Abstract

Dietetics is a diversified profession which must be marketed as an efficient use of resources in the delivery of quality patient care if it is to survive the transitions of health care reform. The shift in patient care is toward preventive medicine and outpatient care. However, more critically ill patients are being hospitalized requiring specialized nutritional care. In this facility, in spite of the abundant reduction in FTE, within the past 3 years, the clinical dietetics staff has been increased by 1 FTE and 3 fee basis (contract) registered dietitians. Justification of staffing need waa based on productivity rate which was defined as actual time accounted for using a computerized system by the dietitian based on a 7.5 hour workday. Each clinical dietitian utilized a computerized encounters program calibrated in minutes to account for their time on duty. All encounters were defined, calibrated, and approved by the clinical staff prior to implementation. Direct patient care was defined as activities which directly involved the patient and dietitian interaction.
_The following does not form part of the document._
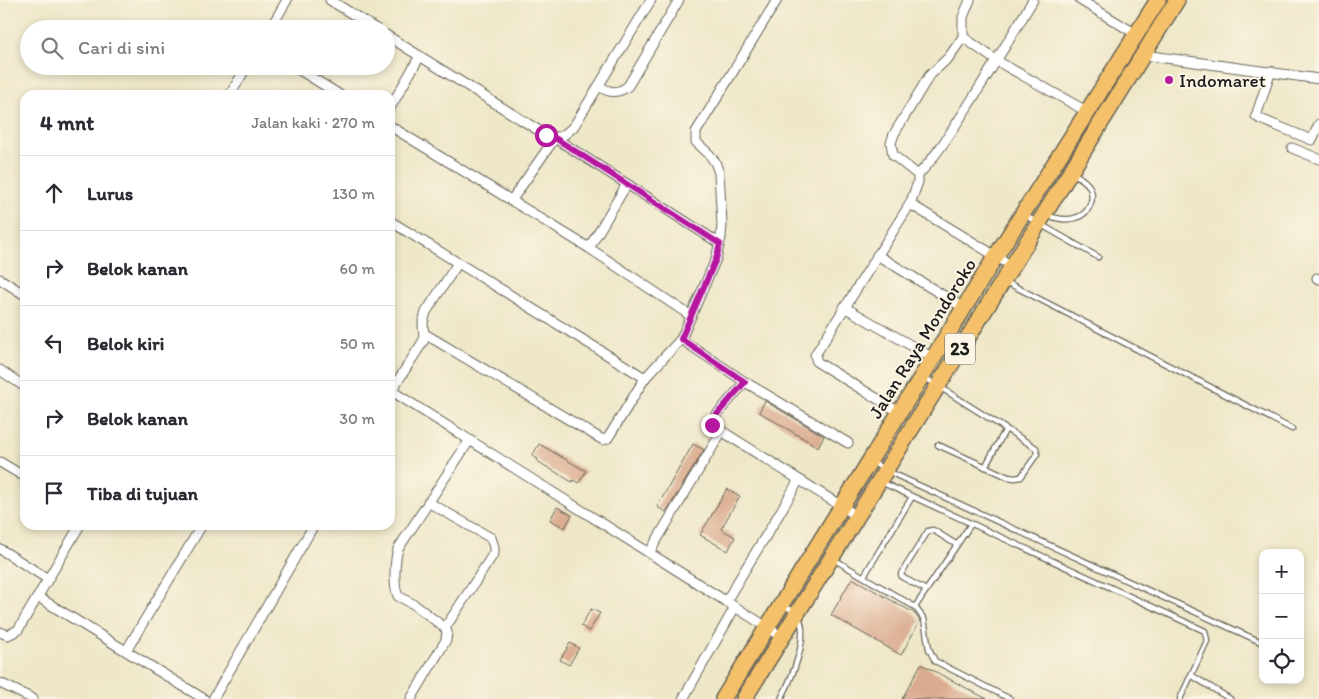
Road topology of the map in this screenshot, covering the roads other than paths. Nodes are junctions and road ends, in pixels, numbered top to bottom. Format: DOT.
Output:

The standard set was a minimum of 75% of their productivity time should be accounted for and of that time, a minimum of 50% of that time must be spent in direct patient care. The current inhouse workload averages 30 to 45 beds per dietitian depending on the ward percent turnover rate and type of patients on assigned ward. In addition, each clinical dietitian is assigned one or two maximum specialty clinics for providing outpatient care. As a result of this reorganization, the number of outpatient clinic visits for nutrition intervention rose from 2640 to over 4600 in just one year for an overall increase of 57%.